Many Minot State University students who left Minot for the summer returned to a campus that seemed fairly unchanged but homes and businesses just across University Avenue were destroyed or devastated by the flood.
People like the Rev. Kari Williamson, head of Lutheran Campus Ministry at MSU, saw that situation offered great potential for learning and for service.
She enlisted the help of Lutheran Disaster Relief team, Minot Area Community Foundation and Town-er's Lutheran tri-parish to organize two work days, Sept. 10 and Sept. 24.
Article Photos

The Rev. Kari Williamson, right, and Rhonda Thompson matched volunteers with jobs for a flood relief work day.
Cleo Cantlon/MDN
On Sept. 10, about 30 volunteers, including MSU students and staff, joined hands to repair some flooded homes.
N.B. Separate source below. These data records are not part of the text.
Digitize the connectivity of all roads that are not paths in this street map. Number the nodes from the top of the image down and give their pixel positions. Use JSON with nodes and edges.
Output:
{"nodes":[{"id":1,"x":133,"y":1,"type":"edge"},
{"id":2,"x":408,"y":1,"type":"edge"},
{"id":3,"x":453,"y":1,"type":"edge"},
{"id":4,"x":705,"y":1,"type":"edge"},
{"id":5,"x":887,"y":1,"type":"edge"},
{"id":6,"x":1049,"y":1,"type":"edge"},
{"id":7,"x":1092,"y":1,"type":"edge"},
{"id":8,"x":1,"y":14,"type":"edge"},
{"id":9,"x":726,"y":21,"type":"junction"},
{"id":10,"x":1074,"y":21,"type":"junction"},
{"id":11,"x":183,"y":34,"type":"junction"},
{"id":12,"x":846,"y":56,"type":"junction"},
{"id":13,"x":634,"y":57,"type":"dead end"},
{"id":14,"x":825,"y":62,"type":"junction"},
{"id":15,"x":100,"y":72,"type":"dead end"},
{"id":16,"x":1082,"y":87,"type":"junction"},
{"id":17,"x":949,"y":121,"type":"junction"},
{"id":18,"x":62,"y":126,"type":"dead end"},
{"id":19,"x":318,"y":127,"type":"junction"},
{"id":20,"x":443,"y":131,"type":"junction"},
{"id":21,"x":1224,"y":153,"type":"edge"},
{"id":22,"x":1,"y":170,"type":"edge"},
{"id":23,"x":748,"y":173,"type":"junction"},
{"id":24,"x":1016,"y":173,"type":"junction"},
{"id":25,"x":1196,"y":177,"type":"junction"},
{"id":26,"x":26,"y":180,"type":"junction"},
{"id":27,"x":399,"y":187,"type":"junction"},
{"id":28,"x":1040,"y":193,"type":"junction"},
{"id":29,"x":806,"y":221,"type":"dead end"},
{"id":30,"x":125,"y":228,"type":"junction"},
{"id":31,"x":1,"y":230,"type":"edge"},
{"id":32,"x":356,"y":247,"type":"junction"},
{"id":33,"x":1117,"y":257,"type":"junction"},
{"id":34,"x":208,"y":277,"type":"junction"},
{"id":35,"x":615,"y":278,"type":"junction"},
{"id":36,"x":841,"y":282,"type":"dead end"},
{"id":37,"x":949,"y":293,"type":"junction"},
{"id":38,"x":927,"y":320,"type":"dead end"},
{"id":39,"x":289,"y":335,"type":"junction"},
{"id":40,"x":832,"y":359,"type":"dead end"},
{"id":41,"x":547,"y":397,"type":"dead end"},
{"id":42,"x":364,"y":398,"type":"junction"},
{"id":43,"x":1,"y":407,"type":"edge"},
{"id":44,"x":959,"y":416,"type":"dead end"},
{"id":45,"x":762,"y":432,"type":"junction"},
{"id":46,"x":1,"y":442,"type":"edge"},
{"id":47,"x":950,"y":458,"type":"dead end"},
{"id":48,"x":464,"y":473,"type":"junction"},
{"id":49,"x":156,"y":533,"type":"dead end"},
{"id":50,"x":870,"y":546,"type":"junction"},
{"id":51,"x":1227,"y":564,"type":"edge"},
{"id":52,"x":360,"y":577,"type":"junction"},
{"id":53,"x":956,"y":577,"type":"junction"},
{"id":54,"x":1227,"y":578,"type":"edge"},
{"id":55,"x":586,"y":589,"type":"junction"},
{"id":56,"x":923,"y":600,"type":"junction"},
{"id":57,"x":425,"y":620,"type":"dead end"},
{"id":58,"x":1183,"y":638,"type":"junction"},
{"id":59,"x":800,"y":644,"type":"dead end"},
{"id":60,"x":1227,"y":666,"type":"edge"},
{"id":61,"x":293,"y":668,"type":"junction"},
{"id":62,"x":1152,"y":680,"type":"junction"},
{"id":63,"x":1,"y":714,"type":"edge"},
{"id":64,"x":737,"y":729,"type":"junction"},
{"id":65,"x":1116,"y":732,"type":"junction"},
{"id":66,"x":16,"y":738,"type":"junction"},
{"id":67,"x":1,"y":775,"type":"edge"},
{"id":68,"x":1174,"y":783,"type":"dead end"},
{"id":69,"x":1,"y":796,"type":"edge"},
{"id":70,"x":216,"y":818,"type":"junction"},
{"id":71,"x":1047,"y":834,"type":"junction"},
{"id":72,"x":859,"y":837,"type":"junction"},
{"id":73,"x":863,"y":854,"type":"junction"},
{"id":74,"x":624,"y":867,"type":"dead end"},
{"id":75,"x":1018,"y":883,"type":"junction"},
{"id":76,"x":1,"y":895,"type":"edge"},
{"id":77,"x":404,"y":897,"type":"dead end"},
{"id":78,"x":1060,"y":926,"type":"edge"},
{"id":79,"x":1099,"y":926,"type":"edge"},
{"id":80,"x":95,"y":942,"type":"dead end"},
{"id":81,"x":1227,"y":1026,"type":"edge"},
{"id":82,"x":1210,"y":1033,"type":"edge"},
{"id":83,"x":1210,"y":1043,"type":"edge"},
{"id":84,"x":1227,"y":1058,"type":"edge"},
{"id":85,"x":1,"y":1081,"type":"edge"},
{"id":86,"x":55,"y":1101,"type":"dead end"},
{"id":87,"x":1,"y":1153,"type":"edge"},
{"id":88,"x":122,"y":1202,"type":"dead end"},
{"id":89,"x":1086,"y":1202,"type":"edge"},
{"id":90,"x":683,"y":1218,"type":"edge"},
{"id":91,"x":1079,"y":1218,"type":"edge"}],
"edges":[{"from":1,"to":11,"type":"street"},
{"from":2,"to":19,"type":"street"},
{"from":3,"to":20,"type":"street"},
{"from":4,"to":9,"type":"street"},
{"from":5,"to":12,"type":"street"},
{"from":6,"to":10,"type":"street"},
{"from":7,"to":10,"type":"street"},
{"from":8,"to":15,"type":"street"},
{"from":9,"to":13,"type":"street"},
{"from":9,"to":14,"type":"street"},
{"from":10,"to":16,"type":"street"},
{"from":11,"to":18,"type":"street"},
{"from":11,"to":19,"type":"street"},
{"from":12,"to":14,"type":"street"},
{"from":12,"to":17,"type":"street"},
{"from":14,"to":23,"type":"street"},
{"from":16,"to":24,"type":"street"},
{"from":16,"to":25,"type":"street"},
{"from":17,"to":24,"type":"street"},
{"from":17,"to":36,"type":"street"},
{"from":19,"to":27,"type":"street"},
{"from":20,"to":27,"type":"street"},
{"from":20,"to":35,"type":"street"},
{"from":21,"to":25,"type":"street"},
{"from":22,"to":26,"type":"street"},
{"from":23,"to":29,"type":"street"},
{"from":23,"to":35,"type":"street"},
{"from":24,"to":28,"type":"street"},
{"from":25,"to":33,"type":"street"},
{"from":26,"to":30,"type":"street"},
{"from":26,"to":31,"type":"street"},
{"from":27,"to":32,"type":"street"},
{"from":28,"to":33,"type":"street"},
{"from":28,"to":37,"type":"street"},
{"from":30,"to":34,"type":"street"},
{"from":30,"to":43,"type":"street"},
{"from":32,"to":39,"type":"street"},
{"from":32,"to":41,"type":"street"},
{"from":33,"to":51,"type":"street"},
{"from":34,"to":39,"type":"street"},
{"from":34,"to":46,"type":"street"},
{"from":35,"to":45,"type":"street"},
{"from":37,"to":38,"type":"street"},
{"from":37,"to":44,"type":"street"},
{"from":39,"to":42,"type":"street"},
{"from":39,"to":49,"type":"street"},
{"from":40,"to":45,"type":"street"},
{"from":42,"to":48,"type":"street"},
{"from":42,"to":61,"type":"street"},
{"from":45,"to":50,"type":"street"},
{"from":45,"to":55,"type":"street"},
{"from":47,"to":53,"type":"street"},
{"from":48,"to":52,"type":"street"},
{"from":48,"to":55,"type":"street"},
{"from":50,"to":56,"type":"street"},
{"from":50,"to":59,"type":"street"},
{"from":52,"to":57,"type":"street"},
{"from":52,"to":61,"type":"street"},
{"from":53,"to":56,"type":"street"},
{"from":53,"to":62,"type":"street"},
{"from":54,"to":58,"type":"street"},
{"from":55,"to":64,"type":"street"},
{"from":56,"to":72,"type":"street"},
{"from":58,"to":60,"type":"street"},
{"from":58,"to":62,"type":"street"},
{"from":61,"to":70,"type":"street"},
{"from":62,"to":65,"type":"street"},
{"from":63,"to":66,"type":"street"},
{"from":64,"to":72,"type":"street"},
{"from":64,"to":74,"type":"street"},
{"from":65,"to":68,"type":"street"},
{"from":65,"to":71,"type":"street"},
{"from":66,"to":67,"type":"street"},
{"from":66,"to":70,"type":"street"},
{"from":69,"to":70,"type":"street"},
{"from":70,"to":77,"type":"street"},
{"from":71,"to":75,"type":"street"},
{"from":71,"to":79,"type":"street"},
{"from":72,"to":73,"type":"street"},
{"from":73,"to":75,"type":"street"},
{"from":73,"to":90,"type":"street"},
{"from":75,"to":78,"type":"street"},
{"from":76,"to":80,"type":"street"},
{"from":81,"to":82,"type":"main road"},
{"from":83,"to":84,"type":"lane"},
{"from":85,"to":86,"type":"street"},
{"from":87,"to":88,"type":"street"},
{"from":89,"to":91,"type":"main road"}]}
Rhonda Thompson of Lutheran Disaster Relief said her group selected four homes where volunteers would work. LDR volunteers led and worked alongside students to muck out basements and remove sheetrock.
"We tried to chose some of the most vulnerable people to help, and to match volunteers' strength and abilities to jobs that needed to be done," Thompson said.
The work was far from pleasant in many cases. MSU student Rhett Pederson of Estevan, Sask., said cleaning a refrigerator filled with spoiled meat was his worst task.
"But it really made me feel good to help," he said. "I know we only scratched the surface of the work to be done, but it helped."
"It was really eye-opening to work in the home of two older retired teachers," Sierra Lassila, of Garrison, said. "Sometimes we students live in our own little bubble on campus but this is a chance to really help.
"It's so personally rewarding," Lassila, a peer minister in LCM, said. "We hear of natural disasters across the country or around the world and wish we could help. Here's our chance, in our own backyard."
Trisha McLeod, a student from Weyburn, Sask., could see her work having a lasting effect. Her group cleaned a First Lutheran Church property that will house future volunteer groups.
"You can experience helping while you get out into the Minot community, another plus," McLeod said.
The Sept. 24 workday is planned to mirror the Sept. 10 one, Williamson said, with volunteer students and staff asked to meet at 9 a.m. in the multi-cultural center at MSU's student center.
"We start with some discussion," she said. "We want to be sure our students and staff realize the trash they are carrying out was someone's treasure."
She said a group of University of North Dakota students plan to attend the Sept. 24 work day.
The Towner tri-church parish provides noon lunches and the Minot Area Community Foundation grant paid for the pizza at 4 p.m., quitting time. Masks and gloves are provided for volunteers, too, she said.
Williamson noted the university has provided an office for her on the first floor of the administration building after Augustana Lutheran Church, across University Avenue, sank beneath flood waters.